Segment Start: Raw data

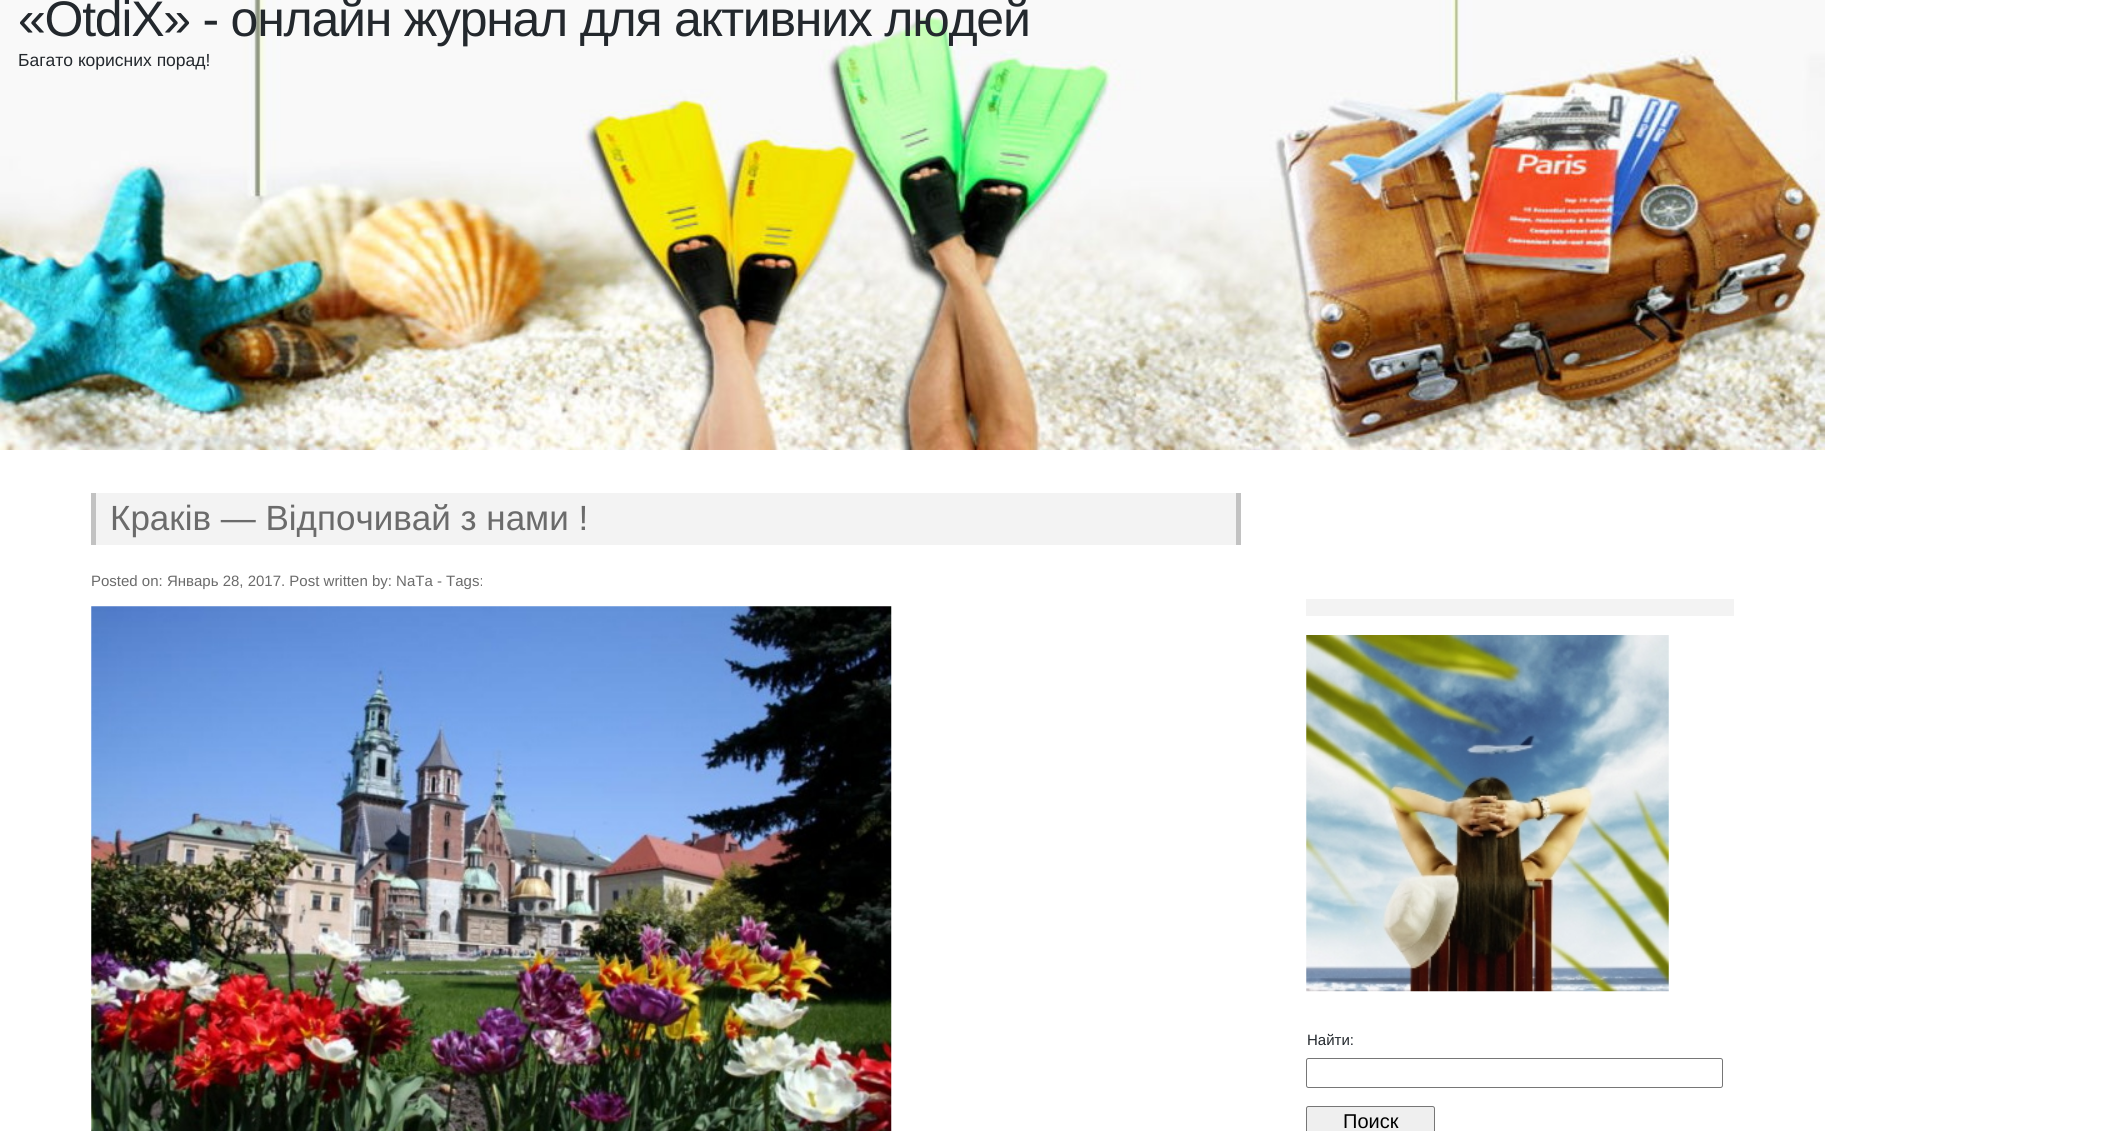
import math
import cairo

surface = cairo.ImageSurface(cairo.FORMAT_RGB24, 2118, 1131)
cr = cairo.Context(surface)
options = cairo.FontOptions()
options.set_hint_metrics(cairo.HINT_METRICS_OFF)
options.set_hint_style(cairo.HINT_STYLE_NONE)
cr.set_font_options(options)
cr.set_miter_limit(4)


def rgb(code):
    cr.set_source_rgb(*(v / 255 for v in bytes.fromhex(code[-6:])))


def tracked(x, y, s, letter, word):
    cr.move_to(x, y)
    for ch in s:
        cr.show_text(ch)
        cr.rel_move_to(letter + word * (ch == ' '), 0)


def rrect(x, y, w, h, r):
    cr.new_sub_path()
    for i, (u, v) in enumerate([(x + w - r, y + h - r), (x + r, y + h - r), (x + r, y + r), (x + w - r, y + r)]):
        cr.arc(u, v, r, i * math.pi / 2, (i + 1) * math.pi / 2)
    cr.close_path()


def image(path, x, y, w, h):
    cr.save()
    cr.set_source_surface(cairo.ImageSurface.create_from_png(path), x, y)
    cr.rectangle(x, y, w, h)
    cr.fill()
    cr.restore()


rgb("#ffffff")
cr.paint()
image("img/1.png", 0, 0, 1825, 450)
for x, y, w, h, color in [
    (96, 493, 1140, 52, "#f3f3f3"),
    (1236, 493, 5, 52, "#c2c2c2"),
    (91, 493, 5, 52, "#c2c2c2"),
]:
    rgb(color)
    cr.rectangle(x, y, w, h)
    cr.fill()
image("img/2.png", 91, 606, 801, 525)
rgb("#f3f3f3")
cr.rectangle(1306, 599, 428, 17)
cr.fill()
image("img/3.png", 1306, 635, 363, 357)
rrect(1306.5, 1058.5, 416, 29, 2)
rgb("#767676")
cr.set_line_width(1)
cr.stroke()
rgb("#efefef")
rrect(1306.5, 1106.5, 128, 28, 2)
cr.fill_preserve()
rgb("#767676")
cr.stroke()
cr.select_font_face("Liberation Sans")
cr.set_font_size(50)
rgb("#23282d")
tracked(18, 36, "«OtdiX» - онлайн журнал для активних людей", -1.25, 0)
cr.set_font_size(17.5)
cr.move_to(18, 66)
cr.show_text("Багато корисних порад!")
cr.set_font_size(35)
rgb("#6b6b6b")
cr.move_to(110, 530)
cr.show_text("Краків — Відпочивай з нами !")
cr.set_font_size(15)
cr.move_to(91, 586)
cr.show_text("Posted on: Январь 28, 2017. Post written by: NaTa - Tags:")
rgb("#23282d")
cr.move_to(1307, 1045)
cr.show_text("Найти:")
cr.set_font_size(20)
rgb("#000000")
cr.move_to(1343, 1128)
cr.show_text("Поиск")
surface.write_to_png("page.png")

Segment End: Raw data

The task: Work out how many lines contain the word "options" in the records, and answer with the number only.

Solution to this task: 4